START Input material

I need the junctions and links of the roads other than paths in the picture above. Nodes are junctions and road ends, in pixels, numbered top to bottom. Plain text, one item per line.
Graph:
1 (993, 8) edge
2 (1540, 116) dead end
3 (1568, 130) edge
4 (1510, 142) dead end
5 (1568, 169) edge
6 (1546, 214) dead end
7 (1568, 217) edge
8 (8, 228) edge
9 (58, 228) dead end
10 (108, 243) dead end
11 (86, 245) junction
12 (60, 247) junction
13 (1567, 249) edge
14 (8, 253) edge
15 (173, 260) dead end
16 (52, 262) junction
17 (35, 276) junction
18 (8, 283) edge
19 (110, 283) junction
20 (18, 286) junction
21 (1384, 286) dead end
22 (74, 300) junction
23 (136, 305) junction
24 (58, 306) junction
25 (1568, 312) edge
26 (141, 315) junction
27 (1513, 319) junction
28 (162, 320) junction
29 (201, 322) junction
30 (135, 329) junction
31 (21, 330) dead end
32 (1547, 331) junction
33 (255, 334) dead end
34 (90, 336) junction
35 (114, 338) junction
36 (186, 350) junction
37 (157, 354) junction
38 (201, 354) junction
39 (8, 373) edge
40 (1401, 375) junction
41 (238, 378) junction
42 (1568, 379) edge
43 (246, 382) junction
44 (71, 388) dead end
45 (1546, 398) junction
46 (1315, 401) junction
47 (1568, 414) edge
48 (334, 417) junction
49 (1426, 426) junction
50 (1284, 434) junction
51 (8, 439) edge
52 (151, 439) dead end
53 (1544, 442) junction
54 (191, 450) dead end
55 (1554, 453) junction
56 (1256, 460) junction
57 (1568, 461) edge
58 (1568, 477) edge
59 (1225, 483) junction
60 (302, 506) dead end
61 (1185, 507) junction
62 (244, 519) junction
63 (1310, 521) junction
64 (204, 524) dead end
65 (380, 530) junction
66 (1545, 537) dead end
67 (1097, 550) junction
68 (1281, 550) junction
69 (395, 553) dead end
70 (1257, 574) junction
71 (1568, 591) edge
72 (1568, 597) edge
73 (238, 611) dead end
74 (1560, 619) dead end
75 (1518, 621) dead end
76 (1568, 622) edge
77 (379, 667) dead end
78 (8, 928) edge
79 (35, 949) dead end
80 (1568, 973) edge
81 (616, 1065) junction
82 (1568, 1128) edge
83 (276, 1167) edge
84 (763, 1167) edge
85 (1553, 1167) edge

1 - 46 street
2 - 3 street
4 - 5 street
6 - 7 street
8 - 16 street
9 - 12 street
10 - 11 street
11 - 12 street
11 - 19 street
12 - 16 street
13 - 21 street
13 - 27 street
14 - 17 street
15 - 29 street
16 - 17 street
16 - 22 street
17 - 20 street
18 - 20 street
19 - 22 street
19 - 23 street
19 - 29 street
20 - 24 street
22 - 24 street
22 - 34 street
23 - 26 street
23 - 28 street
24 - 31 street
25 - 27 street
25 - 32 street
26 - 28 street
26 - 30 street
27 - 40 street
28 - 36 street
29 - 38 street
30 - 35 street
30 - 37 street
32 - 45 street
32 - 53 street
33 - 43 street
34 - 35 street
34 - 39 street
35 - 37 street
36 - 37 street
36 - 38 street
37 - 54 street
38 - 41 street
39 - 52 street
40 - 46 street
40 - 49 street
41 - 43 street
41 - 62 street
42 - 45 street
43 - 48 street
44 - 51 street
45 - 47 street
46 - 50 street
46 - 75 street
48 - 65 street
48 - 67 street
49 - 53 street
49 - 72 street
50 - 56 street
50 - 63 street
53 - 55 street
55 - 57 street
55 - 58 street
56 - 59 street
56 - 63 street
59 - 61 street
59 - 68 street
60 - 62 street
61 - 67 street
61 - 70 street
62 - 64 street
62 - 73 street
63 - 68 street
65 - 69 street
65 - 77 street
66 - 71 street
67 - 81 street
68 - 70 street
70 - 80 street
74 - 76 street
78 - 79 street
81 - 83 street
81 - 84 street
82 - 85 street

END Input material

● Exercise aim
A verbatim copy of all the records is to be produced.

● Answer
I need the junctions and links of the roads other than paths in the picture above. Nodes are junctions and road ends, in pixels, numbered top to bottom. Plain text, one item per line.
Graph:
1 (993, 8) edge
2 (1540, 116) dead end
3 (1568, 130) edge
4 (1510, 142) dead end
5 (1568, 169) edge
6 (1546, 214) dead end
7 (1568, 217) edge
8 (8, 228) edge
9 (58, 228) dead end
10 (108, 243) dead end
11 (86, 245) junction
12 (60, 247) junction
13 (1567, 249) edge
14 (8, 253) edge
15 (173, 260) dead end
16 (52, 262) junction
17 (35, 276) junction
18 (8, 283) edge
19 (110, 283) junction
20 (18, 286) junction
21 (1384, 286) dead end
22 (74, 300) junction
23 (136, 305) junction
24 (58, 306) junction
25 (1568, 312) edge
26 (141, 315) junction
27 (1513, 319) junction
28 (162, 320) junction
29 (201, 322) junction
30 (135, 329) junction
31 (21, 330) dead end
32 (1547, 331) junction
33 (255, 334) dead end
34 (90, 336) junction
35 (114, 338) junction
36 (186, 350) junction
37 (157, 354) junction
38 (201, 354) junction
39 (8, 373) edge
40 (1401, 375) junction
41 (238, 378) junction
42 (1568, 379) edge
43 (246, 382) junction
44 (71, 388) dead end
45 (1546, 398) junction
46 (1315, 401) junction
47 (1568, 414) edge
48 (334, 417) junction
49 (1426, 426) junction
50 (1284, 434) junction
51 (8, 439) edge
52 (151, 439) dead end
53 (1544, 442) junction
54 (191, 450) dead end
55 (1554, 453) junction
56 (1256, 460) junction
57 (1568, 461) edge
58 (1568, 477) edge
59 (1225, 483) junction
60 (302, 506) dead end
61 (1185, 507) junction
62 (244, 519) junction
63 (1310, 521) junction
64 (204, 524) dead end
65 (380, 530) junction
66 (1545, 537) dead end
67 (1097, 550) junction
68 (1281, 550) junction
69 (395, 553) dead end
70 (1257, 574) junction
71 (1568, 591) edge
72 (1568, 597) edge
73 (238, 611) dead end
74 (1560, 619) dead end
75 (1518, 621) dead end
76 (1568, 622) edge
77 (379, 667) dead end
78 (8, 928) edge
79 (35, 949) dead end
80 (1568, 973) edge
81 (616, 1065) junction
82 (1568, 1128) edge
83 (276, 1167) edge
84 (763, 1167) edge
85 (1553, 1167) edge

1 - 46 street
2 - 3 street
4 - 5 street
6 - 7 street
8 - 16 street
9 - 12 street
10 - 11 street
11 - 12 street
11 - 19 street
12 - 16 street
13 - 21 street
13 - 27 street
14 - 17 street
15 - 29 street
16 - 17 street
16 - 22 street
17 - 20 street
18 - 20 street
19 - 22 street
19 - 23 street
19 - 29 street
20 - 24 street
22 - 24 street
22 - 34 street
23 - 26 street
23 - 28 street
24 - 31 street
25 - 27 street
25 - 32 street
26 - 28 street
26 - 30 street
27 - 40 street
28 - 36 street
29 - 38 street
30 - 35 street
30 - 37 street
32 - 45 street
32 - 53 street
33 - 43 street
34 - 35 street
34 - 39 street
35 - 37 street
36 - 37 street
36 - 38 street
37 - 54 street
38 - 41 street
39 - 52 street
40 - 46 street
40 - 49 street
41 - 43 street
41 - 62 street
42 - 45 street
43 - 48 street
44 - 51 street
45 - 47 street
46 - 50 street
46 - 75 street
48 - 65 street
48 - 67 street
49 - 53 street
49 - 72 street
50 - 56 street
50 - 63 street
53 - 55 street
55 - 57 street
55 - 58 street
56 - 59 street
56 - 63 street
59 - 61 street
59 - 68 street
60 - 62 street
61 - 67 street
61 - 70 street
62 - 64 street
62 - 73 street
63 - 68 street
65 - 69 street
65 - 77 street
66 - 71 street
67 - 81 street
68 - 70 street
70 - 80 street
74 - 76 street
78 - 79 street
81 - 83 street
81 - 84 street
82 - 85 street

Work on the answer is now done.